WORK ITEM: Gather every line in the records below that contains the word "Lorong".

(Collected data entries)
-----

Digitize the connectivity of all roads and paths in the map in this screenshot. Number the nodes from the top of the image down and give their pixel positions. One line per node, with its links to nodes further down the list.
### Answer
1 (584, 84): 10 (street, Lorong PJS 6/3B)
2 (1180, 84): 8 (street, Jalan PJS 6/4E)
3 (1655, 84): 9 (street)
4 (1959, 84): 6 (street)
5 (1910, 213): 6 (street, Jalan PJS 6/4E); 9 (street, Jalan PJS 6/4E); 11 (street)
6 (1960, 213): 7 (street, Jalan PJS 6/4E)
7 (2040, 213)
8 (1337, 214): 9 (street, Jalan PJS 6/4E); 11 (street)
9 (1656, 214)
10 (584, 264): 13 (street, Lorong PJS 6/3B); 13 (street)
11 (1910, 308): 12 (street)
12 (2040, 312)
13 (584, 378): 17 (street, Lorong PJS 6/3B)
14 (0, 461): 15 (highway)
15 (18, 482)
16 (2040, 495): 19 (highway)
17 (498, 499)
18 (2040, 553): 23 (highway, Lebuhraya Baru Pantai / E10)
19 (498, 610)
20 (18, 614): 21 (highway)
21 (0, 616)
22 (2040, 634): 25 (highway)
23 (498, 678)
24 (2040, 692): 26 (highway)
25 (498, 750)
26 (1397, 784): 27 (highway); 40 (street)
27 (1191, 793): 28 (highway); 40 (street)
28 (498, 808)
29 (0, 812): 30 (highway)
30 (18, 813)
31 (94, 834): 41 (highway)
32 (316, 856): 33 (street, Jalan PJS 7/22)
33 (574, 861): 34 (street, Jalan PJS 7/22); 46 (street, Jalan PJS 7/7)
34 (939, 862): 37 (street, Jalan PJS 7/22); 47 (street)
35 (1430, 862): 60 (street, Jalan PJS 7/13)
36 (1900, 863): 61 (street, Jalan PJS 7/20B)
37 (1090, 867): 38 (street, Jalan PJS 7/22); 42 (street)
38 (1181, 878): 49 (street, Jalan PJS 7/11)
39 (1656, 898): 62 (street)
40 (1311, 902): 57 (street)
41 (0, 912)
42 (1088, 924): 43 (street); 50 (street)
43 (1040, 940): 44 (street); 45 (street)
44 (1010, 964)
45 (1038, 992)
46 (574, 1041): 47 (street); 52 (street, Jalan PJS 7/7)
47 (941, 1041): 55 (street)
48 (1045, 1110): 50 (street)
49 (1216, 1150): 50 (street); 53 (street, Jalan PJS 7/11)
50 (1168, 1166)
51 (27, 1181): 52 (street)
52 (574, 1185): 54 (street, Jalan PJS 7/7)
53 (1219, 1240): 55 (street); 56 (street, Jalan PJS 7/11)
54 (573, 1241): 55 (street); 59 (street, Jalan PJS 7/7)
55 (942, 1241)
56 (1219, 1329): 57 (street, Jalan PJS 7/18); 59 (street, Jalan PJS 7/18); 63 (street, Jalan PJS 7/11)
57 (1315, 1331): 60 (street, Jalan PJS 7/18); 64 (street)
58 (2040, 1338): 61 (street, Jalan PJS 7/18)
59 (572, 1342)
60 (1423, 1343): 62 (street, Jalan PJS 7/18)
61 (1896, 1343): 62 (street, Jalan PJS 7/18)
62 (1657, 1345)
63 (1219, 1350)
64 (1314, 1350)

-----

SOLUTION FOR THIS TASK:
1 (584, 84): 10 (street, Lorong PJS 6/3B)
10 (584, 264): 13 (street, Lorong PJS 6/3B); 13 (street)
13 (584, 378): 17 (street, Lorong PJS 6/3B)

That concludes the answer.